Microsoft stated on its official Windows blog that Windows ML brings the following benefits to developers:
- Low latency, real-time results. Windows can perform AI evaluation tasks using the local processing capabilities of the PC, enabling real-time analysis of large local data such as images and video. Results can be delivered quickly and efficiently for use in performance intensive workloads like game engines, or background tasks such as indexing for search.
- Reduced operational costs. Together with Microsoft’s Cloud AI platform, developers can build affordable, end-to-end AI solutions that combine training models in Azure with deployment to Windows devices for evaluation. Significant savings can be realized by reducing or eliminating costs associated with bandwidth due to ingestion of large data sets, such as camera footage or sensor telemetry. Complex workloads can be processed in real-time on the edge, with minimal sample data sent to the cloud for improved training on observations.
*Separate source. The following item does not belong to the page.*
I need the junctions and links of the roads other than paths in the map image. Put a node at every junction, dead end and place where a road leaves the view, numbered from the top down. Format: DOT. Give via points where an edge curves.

- Flexibility. Developers can choose to perform AI tasks on device or in the cloud based on what their customers & scenarios need. AI processing can happen on the device if it becomes disconnected, or in scenarios where data cannot be sent to the cloud due to cost, size, policy or customer preference.
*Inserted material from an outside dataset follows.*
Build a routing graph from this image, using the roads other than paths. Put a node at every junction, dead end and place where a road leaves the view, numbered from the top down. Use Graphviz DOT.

It is reported that the core of Windows ML is Onnx, an industry-standard format supported by Microsoft, Facebook, and Amazon that allows developers to convert Caffe2, PyTorch, CNTK, and other models to Onnx format for on-demand use. Microsoft will also allow developers to use the Azure Custom Vision Service to build an image recognition model and export it for use with Windows ML.
In addition, starting from the next preview release of Visual Studio 15.7, developers can add ONNX files to their UWP application and Visual Studio will generate a model interface for the project. For developers using previous versions of Visual Studio, the MLGen tool can be used to generate the interactive interface and then manually add it to the project.